Four black bears have been hit by cars in Yosemite National Park over the last three weeks, leading rangers to urge motorists visiting the famed Sierra Nevada destination to slow down in a summer in which the human traffic has been cut in half because of the coronavirus.

Two of the bears died. The other two were injured and it is unclear whether they survived.

“Yosemite National Park is a big park,” said Yosemite spokesman Scott Gediman. “People who come here sometimes are not familiar with the roads or the wildlife. You get bears, foxes, deer and other animals that cross the roads. People need to pay more attention and be aware of their surroundings. The wildlife don’t know the boundaries of the roads. They are just trying to get from point A to point B.”

The two bears that were seriously injured and seen limping off into the woods were hit by drivers going faster than the 25 mph speed limit.

Over the past 10 years, about 20 bears a year have been reported hit by vehicles in Yosemite. So far this year, five have been hit, with three confirmed deaths.

But due to the coronavirus pandemic, there are far fewer visitors in the park. An international tourist destination renowned for its massive water falls, granite rock walls and Sierra forests, Yosemite was closed from March 20 to June 11 — for nearly three months. And now, visitors coming for the day must make reservations online, a requirement park officials put in place to help keep crowds to no more than 50% of normal.

While the park was closed, employees living there reported seeing more bears and other wildlife coming out into places normally full of people. Gediman said it’s unclear if the bears being hit now are still behaving differently because of the closure, and the reopening period now with fewer cars, campers and hikers.

“We are seeing more bears now,” he said. “But this is a naturally active time for bears. The bears can probably sense there are less people. That could be a factor for why they are out more. But whether that’s contributing to them being hit on the roads we don’t know.”

When bears are hit by vehicles, park officials post signs by the side of the road that say, “Speeding Kills Bears” with the image of a red bear on them in the places where bears were hit. The signs are intended to be a reminder for people to slow down in areas frequented by wildlife. Of 20 bears hit by cars last year, the most common locations for collisions were on the roads coming in and out of Yosemite Valley, and along the Tioga Road and Wawona Road.

Most of Yosemite’s 759,000 acres — an area more than double the size of the city of Los Angeles — is roadless wilderness. But the park, which receives more than 4 million visitors a year in a typical year, also has 214 miles of roads. Rangers can and do write speeding tickets. Most of the speed limits are 25 to 35 mph.

More than 400 bears have been hit by vehicles in Yosemite since 1995.

Overall, the park has seen a huge improvement in reducing conflicts between people and bears. Yosemite has hundreds of black bears, which are not endangered. They mostly eat berries, acorns and grasses. There has never been a recorded incident of a black bear killing a person in Yosemite.
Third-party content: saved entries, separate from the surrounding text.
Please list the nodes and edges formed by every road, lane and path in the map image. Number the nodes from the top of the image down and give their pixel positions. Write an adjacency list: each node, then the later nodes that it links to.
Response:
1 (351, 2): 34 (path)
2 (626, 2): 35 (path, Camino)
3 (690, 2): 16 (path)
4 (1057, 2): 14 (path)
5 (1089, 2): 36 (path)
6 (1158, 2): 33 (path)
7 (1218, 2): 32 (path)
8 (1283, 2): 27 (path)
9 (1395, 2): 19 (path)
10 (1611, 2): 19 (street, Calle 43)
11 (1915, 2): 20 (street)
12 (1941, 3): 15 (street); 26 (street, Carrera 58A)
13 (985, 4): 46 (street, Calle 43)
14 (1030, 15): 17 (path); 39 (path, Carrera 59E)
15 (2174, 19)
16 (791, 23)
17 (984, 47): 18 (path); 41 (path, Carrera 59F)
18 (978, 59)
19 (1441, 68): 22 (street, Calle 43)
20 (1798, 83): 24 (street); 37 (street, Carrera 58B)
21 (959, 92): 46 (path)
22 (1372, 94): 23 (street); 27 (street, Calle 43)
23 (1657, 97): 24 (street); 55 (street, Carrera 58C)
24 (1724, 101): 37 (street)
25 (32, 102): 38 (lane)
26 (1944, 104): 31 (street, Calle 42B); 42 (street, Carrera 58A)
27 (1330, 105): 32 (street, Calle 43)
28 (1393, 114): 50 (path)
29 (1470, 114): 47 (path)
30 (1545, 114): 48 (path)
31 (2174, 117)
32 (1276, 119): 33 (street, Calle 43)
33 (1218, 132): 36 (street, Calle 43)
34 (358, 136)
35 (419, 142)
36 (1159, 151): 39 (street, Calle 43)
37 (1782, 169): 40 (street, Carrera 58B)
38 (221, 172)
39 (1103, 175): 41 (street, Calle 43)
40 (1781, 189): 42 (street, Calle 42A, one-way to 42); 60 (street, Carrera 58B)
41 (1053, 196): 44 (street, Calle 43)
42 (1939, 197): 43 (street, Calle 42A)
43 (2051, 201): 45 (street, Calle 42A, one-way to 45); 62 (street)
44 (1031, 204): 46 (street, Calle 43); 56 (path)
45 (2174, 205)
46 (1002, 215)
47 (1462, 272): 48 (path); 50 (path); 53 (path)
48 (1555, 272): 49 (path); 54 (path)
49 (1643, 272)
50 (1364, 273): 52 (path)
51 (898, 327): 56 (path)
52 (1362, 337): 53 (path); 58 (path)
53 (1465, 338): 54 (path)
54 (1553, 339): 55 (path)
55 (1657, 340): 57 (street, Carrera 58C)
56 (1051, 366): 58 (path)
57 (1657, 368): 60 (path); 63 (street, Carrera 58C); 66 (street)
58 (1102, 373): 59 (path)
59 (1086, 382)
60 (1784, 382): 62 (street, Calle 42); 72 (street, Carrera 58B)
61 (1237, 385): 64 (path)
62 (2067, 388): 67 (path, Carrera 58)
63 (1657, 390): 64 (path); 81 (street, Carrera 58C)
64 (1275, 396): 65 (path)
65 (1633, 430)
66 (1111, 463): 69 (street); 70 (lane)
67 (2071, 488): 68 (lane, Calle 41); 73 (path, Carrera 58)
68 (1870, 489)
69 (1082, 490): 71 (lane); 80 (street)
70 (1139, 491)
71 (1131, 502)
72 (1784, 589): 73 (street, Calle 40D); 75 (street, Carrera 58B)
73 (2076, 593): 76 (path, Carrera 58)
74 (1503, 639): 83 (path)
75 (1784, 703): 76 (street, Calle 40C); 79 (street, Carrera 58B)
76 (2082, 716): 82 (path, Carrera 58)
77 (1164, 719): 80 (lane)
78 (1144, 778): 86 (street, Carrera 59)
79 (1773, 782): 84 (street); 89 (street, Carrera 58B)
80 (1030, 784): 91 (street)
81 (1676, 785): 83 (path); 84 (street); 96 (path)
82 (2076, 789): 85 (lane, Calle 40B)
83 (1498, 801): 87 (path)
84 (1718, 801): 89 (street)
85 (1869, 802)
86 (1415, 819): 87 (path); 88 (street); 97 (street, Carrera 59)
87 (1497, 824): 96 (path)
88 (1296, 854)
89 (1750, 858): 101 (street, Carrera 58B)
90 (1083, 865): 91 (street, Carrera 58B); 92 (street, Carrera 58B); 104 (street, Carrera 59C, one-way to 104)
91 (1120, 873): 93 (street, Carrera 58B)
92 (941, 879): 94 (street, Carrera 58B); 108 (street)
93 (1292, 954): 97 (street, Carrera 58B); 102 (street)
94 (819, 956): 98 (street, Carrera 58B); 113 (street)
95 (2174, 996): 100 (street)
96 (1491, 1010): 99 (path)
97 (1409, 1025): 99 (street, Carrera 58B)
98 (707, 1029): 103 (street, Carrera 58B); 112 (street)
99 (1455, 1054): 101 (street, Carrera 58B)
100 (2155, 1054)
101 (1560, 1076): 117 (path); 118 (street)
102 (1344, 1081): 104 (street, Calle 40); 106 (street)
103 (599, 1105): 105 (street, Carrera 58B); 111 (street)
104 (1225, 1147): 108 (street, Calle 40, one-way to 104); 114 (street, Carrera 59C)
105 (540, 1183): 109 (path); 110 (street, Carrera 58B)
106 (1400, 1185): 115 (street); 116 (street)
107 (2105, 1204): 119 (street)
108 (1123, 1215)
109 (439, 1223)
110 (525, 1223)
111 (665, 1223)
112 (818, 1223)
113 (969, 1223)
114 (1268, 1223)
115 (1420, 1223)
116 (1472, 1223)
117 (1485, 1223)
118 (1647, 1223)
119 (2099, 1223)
Grizzly bears, their larger and fiercer cousins, do occasionally kill people. But grizzlies, despite being immortalized on California’s state flag, have been gone from the Golden State since the last one was shot in Tulare County in 1922. They are now found mostly in Canada, Alaska, Montana, Idaho and Wyoming.

In Yosemite, the relationship between people and bears has changed dramatically. From 1923 to 1971, rangers regularly left food out for bears so tourists could take pictures. Park visitors hand-fed bears until the 1930s and, until 1972, there were open garbage dumps that provided bears massive amounts of easy food — and made them seem more like circus attractions than wild animals.

But the bears became a growing problem in Yosemite during the 1980s and 1990s, when the number of park visitors grew dramatically. The animals made national news for their brazen behavior, tearing the doors off cars to get picnic baskets.

Desperate, park officials expanded the number of rangers, biologists and volunteers working on bear issues. They installed more than 4,000 steel, bear-proof lockers, and required campers to store all food in them. The park also launched an aggressive public education campaign requiring campers to sign forms saying they understand it is illegal to feed bears or store food — even toothpaste, deodorant or other scented toiletries — overnight in vehicles. Videos touting bear-safe camping tips play in visitor’s centers. Rangers patrol campsites every night, giving warnings and issuing citations for repeated flouting of the bear rules.

Park officials have also trapped problem bears, fitted them with GPS collars and relocated them to more remote parts of the park.

The result: a 97% drop in the number of problem incidents between bears and people from 1998 to last year.

“Visitors overall have been really good about storing their food carefully and respecting wildlife,” Gediman said. “We’re very proud of how far we’ve come.”